Exercise instructions: Search the records for the word "bridge". Copy every line where it appears.

(Stored items)
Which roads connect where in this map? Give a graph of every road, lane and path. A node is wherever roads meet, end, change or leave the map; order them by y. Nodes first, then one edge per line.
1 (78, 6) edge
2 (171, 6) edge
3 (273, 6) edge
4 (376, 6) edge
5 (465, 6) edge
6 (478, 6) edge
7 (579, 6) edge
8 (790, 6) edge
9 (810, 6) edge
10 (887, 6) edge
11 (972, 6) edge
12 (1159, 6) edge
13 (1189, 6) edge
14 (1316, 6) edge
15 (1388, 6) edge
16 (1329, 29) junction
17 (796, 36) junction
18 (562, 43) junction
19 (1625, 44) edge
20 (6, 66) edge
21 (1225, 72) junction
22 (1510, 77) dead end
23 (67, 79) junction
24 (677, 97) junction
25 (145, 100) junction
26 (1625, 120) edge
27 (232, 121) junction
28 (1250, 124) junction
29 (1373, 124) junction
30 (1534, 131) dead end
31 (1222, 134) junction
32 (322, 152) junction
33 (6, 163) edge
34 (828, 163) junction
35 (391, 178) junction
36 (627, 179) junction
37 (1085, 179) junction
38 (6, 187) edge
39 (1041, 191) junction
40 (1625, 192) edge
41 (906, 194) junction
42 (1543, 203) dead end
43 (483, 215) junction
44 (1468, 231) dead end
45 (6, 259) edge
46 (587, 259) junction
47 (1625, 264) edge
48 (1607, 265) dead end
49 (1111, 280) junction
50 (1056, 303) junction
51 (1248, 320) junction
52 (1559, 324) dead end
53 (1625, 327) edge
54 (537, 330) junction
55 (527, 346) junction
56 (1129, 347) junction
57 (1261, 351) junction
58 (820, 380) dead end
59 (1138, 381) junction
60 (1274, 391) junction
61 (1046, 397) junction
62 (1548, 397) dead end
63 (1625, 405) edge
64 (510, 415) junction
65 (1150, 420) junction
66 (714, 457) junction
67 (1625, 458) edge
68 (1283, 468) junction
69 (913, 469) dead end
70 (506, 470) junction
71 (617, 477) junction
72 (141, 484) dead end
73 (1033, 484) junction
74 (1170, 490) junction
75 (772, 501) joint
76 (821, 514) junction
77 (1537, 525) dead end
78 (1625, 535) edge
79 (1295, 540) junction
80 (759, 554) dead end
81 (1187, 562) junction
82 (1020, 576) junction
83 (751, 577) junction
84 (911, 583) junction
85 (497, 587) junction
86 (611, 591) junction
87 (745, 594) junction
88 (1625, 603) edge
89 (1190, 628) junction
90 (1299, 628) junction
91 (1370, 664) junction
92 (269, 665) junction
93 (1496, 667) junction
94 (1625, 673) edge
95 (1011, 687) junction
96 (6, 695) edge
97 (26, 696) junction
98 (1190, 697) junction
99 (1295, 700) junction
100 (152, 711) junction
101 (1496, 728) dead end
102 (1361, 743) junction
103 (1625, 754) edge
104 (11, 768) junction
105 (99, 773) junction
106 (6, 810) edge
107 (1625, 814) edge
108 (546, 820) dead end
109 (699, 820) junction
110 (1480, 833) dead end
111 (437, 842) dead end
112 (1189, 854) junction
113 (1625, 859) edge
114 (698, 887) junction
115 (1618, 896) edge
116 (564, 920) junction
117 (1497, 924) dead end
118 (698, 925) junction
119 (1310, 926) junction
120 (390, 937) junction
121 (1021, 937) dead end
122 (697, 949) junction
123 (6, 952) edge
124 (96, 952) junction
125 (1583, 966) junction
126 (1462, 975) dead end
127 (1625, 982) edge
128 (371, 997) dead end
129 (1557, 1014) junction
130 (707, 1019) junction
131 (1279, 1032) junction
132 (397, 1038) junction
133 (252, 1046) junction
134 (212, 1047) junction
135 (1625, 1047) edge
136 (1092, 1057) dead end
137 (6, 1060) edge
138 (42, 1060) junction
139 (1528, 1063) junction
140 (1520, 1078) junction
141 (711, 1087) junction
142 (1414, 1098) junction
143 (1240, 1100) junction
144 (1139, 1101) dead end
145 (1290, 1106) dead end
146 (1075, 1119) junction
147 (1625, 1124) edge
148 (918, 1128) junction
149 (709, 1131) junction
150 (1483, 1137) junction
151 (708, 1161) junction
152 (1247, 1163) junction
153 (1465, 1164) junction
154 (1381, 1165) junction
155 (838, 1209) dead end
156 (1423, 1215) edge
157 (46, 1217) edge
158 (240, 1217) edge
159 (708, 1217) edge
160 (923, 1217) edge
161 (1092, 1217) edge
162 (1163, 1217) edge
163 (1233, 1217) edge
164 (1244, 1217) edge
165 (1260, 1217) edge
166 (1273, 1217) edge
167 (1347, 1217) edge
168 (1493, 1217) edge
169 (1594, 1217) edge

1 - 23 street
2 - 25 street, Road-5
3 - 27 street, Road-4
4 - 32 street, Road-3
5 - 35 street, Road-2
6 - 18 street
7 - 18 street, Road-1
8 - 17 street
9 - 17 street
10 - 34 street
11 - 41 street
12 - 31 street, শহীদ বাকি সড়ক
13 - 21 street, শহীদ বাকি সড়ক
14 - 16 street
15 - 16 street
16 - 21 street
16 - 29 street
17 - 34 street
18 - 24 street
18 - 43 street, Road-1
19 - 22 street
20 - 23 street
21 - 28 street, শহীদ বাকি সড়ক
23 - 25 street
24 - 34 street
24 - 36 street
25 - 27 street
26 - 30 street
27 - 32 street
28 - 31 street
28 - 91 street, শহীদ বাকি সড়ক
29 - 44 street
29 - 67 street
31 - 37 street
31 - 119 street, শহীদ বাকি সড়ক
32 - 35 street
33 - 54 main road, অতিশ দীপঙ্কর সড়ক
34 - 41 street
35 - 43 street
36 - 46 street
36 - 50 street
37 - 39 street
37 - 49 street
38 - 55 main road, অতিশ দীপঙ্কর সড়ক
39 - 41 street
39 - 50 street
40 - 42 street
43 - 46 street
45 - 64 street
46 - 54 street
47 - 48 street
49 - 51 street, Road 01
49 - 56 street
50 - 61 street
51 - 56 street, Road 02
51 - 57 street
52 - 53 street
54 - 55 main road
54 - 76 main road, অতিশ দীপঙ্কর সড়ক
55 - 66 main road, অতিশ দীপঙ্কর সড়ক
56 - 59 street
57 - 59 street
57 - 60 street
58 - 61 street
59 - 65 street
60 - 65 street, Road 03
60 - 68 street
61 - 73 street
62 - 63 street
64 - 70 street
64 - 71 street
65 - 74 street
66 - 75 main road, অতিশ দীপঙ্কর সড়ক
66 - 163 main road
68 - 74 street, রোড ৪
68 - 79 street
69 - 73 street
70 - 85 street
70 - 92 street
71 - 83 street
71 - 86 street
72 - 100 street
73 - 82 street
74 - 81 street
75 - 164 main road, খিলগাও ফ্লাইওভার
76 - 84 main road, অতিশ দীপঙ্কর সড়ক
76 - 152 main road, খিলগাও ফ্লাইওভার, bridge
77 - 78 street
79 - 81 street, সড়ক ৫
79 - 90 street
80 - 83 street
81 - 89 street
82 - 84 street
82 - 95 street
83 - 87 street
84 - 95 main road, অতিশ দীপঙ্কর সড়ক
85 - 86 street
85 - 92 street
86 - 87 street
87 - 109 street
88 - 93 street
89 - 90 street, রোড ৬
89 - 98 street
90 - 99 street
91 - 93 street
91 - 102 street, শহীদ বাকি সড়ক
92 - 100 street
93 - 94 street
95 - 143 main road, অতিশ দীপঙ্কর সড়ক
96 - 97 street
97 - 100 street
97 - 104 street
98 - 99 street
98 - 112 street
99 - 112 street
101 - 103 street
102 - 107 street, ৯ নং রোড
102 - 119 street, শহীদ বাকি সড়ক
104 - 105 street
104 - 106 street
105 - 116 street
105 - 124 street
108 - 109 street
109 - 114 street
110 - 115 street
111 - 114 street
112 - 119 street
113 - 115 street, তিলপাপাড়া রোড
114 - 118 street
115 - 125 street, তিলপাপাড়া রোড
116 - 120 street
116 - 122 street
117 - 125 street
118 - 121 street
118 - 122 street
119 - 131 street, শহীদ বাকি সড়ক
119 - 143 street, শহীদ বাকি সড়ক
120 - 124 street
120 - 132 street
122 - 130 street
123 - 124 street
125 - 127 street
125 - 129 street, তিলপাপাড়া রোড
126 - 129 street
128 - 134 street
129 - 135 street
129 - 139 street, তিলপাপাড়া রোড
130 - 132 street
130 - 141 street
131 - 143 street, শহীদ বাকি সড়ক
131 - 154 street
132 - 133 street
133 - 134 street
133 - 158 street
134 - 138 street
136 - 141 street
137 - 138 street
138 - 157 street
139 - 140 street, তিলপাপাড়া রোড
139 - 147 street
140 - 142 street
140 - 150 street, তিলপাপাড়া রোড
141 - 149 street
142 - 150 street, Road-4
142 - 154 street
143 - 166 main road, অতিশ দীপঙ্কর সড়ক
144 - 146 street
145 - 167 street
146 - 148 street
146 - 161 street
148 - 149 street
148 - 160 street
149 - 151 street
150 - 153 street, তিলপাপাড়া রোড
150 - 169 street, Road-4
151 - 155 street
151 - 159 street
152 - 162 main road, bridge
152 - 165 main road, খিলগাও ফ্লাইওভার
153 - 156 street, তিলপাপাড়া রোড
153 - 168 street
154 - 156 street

Result below:
76 - 152 main road, খিলগাও ফ্লাইওভার, bridge
152 - 162 main road, bridge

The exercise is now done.